* [Material for this exercise]:

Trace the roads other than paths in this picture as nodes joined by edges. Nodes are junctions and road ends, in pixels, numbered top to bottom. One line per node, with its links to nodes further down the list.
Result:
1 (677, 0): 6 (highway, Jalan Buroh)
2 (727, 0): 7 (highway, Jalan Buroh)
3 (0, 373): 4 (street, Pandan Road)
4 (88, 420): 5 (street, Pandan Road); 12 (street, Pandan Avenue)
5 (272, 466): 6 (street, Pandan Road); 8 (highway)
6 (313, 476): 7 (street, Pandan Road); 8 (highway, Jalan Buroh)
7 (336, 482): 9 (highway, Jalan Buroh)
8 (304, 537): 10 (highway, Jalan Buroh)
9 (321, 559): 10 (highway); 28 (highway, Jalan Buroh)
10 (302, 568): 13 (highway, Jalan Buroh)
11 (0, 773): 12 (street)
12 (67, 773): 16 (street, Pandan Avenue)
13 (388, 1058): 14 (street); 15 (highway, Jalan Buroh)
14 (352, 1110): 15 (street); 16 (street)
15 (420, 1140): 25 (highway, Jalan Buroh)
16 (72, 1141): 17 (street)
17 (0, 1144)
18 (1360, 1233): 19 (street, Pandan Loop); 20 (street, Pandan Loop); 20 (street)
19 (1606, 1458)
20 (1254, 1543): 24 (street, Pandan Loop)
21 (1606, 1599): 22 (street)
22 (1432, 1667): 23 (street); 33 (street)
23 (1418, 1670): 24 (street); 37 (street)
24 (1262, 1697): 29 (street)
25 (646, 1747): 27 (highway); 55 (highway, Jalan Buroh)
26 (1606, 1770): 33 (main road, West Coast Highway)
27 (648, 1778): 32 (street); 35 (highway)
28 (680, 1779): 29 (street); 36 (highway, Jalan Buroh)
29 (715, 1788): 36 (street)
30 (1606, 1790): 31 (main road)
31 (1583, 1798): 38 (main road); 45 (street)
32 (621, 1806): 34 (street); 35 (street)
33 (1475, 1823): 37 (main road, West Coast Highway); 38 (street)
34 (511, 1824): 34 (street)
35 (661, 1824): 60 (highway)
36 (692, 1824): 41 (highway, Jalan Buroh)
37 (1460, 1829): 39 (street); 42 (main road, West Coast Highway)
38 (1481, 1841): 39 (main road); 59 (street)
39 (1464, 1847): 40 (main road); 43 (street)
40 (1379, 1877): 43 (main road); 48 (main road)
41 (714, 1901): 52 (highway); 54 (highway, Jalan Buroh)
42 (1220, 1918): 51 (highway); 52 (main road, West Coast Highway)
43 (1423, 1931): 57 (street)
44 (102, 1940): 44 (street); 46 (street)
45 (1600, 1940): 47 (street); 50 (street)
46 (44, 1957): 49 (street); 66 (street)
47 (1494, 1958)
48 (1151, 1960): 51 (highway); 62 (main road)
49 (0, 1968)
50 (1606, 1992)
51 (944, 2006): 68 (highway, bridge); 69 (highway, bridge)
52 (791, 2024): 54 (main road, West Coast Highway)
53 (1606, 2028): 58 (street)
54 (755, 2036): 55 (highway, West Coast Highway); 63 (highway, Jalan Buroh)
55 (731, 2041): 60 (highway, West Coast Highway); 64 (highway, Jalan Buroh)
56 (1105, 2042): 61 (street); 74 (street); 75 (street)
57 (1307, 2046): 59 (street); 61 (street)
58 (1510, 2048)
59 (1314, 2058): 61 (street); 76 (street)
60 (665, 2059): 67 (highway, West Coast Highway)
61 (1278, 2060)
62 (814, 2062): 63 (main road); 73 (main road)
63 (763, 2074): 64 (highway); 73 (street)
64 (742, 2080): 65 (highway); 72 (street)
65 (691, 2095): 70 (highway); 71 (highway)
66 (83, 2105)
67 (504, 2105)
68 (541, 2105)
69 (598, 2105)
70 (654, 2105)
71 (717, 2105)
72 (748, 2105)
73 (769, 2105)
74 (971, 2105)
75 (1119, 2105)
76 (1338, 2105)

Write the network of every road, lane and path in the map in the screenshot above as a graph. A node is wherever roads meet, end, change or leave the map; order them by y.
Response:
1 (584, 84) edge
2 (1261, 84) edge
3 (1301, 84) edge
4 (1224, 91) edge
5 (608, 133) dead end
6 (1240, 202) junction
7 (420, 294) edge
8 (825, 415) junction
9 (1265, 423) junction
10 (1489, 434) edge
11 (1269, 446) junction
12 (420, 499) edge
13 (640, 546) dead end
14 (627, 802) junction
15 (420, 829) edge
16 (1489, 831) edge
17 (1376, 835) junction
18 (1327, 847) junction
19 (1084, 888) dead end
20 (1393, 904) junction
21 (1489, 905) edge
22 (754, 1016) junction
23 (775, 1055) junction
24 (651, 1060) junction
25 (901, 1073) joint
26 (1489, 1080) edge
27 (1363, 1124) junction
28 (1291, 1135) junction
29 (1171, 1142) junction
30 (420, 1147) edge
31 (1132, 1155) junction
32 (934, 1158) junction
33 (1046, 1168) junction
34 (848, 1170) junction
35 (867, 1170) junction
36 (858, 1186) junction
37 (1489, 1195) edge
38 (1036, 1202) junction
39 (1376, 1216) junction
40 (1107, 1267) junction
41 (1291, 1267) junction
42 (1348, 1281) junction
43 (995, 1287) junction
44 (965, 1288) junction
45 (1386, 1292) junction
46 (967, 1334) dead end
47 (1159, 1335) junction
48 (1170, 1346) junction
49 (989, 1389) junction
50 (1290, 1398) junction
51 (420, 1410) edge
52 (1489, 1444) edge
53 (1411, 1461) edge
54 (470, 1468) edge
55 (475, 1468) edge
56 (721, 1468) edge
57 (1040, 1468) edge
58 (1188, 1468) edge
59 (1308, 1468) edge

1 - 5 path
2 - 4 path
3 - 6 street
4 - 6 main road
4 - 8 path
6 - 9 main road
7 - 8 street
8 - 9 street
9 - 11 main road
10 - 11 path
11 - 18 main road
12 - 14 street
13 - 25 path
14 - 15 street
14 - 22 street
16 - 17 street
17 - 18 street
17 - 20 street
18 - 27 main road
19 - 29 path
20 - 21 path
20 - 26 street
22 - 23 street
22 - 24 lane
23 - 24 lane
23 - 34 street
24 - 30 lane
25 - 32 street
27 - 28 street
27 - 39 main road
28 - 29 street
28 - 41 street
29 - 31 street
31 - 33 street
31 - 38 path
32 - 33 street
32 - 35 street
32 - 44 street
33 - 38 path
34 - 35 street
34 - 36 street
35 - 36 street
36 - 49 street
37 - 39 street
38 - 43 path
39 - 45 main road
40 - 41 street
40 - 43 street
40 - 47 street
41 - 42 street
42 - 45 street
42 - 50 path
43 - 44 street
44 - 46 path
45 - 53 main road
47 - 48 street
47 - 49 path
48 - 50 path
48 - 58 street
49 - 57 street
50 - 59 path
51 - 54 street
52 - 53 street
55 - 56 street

* [Problem to solve]: Going through the listing above, copy out every line that has the string "lane".

* [Task answer]:
Write the network of every road, lane and path in the map in the screenshot above as a graph. A node is wherever roads meet, end, change or leave the map; order them by y.
22 - 24 lane
23 - 24 lane
24 - 30 lane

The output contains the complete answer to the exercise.